Article : Pratiques déloyales

LCD: éclaircies dans le gris de l’hiver

Pratiques déloyales

2.12.2015, Laurence Julliard

Deux sociétés ont été sanctionnées, la troisième s’est engagée à mieux faire. Bilan d’une année particulière.



En décembre, c’est l’heure des comptes au service juridique de la FRC. Depuis 2012, date de l’entrée en vigueur de la Loi contre la concurrence déloyale (LCD) révisée, les pratiques déloyales y tiennent une place prépondérante. Soyons francs: elles se maintiennent sur la première marche du podium des agissements les plus décriés. Ce sont donc quelque 5212µ dénonciations (état au 20 novembre 2015) que les Suisses ont relayées à FRC Conseil cette année. Un chiffre qui ne tient pas compte du dossier VW, qui a généré à lui seul 4420 plaintes, gonflant les chiffres de manière astronomique (lire p. 24).

Septante numéros dénoncés

Sans surprise, c’est encore et toujours le non-respect de l’astérisque et les appels intempestifs qui se placent en première ligne (4784), suivis loin derrière par le e-commerce (202), secteur dans lequel une firme danoise s’est particulièrement fait remarquer, Stylelux. Les arnaques à l’annuaire et les promesses de gain se partagent le troisième rang (99), et les ventes pyramidales ferment la marche.

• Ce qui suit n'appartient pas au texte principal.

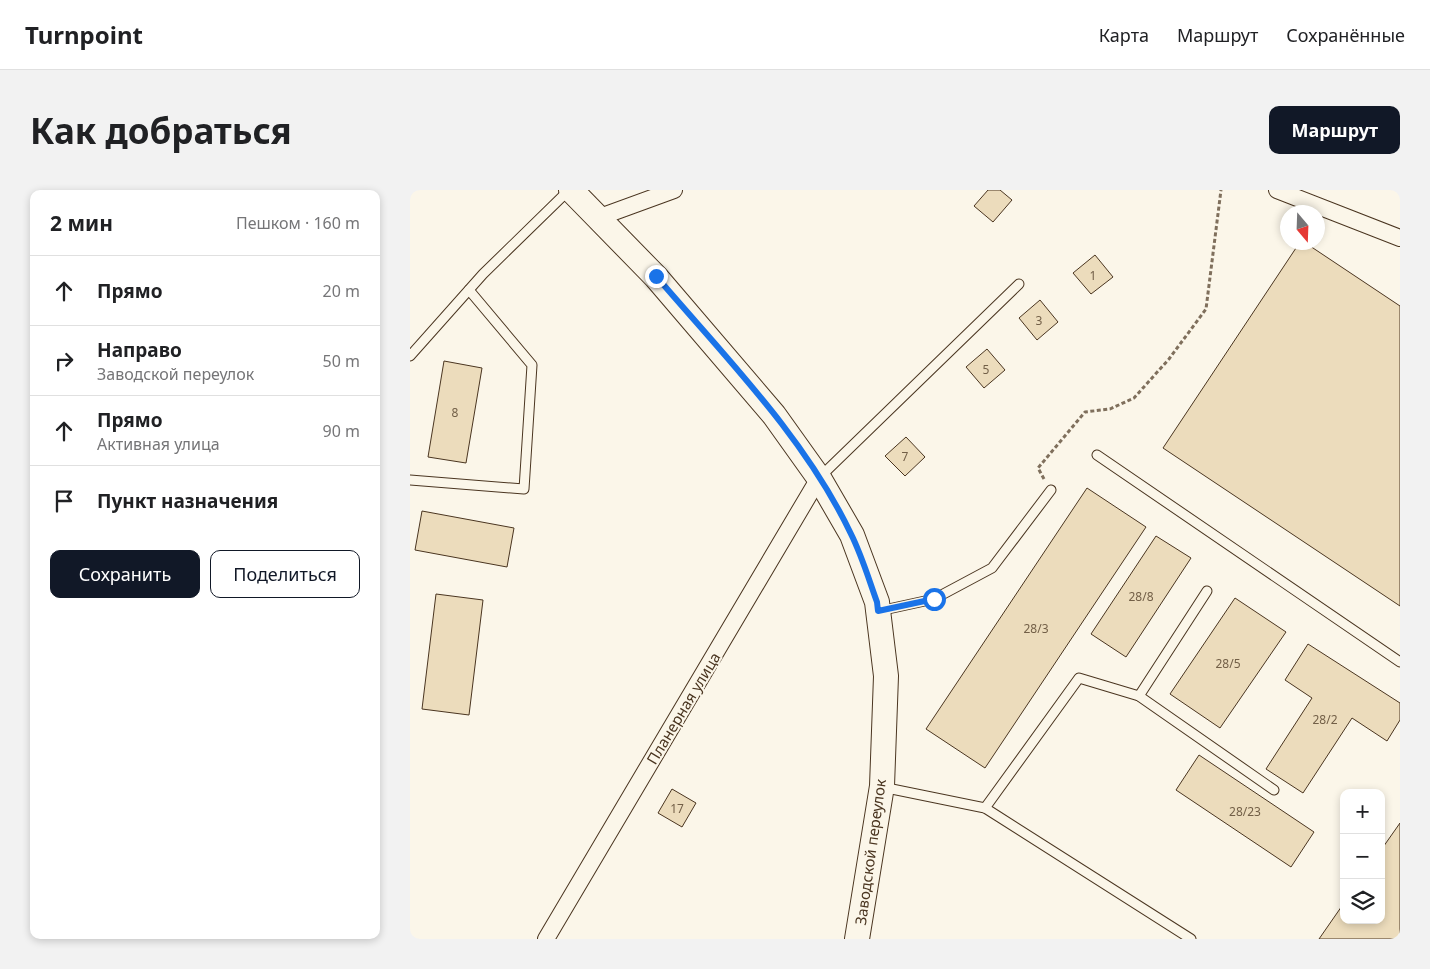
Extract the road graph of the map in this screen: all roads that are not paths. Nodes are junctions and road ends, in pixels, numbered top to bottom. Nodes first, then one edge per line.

«A partir de ces milliers de dénonciations, nous avons déposé 14 plaintes pénales devant le Ministère public, relate Valérie Muster, responsable de FRC Conseil. Ce qui représente plus de 70 numéros dénoncés. Il y a des nouveaux venus: Château d’Ax, Greniers du Monde ou le call center appelant au nom de Top Santé, pour ne citer que ces sociétés, toutes épinglées pour non-respect de l’astérisque. » Certaines entreprises ne font pas forcément l’objet d’une action en justice. «Nous leur avons signifié un avertissement, et là, on retrouve quelques habitués, abonnés périodiques de notre rubrique Bonnet d’âne, notamment Tamedia, qui, avec son numéro 058 100 08 70, ou 71 agace beaucoup de gens», poursuit notre juriste.

Victoires d’étape

En un peu plus de trois ans, la FRC a déposé en tout et pour tout une quarantaine de plaintes pénales. Les résultats sont parfois en demi-teinte, notamment lorsque les call centers sont basés à l’étranger, contraignant la justice à classer sans suite. «Mais c’est oublier de jolies victoires d’étape, souligne Valérie Muster. Par exemple, Domaine de la Renaissance, active dans la vente de vin. La société a été condamnée pour technique de vente agressive – imposer une livraison pour une commande supposée passée deux ans plus tôt sur laquelle il resterait un crédit en faveur du client – et non-respect de l’astérisque. Et cela quand bien même le siège de la société de télémarketing qu’elle avait engagée se situe au Maroc. La sentence est aussi un signal fort: l’administrateur du Domaine de la Renaissance a été condamné à 60µ jours-amendes (4200 fr., auxquels s’ajoutent 1000 fr. de frais de justice), assortis d’un sursis de trois ans, ce n’est pas rien.»

Autre sanction réjouissante, la condamnation de Talk Talk, qui passait outre l’étoile dans le bottin pour inciter à changer d’opérateur. L’entreprise était dans le collimateur de la FRC depuis 2013. Elle écope de 3800 fr. en jours-amendes, plus 930 fr. de frais de justice. Dans le cas de 4Well (Zelmed/Phytosana), enfin, le jugement qui avait été frappé d’un recours s’est conclu par un arrangement. La firme s’est engagée à ne plus appeler ni les numéros dotés d’un astérisque ni les clients qui n’ont plus passé de commande depuis cinq ans. Par ailleurs, elle a promis de rayer de ses fichiers quiconque le demande à l’opérateur qui appelle. L’été indien se termine bien.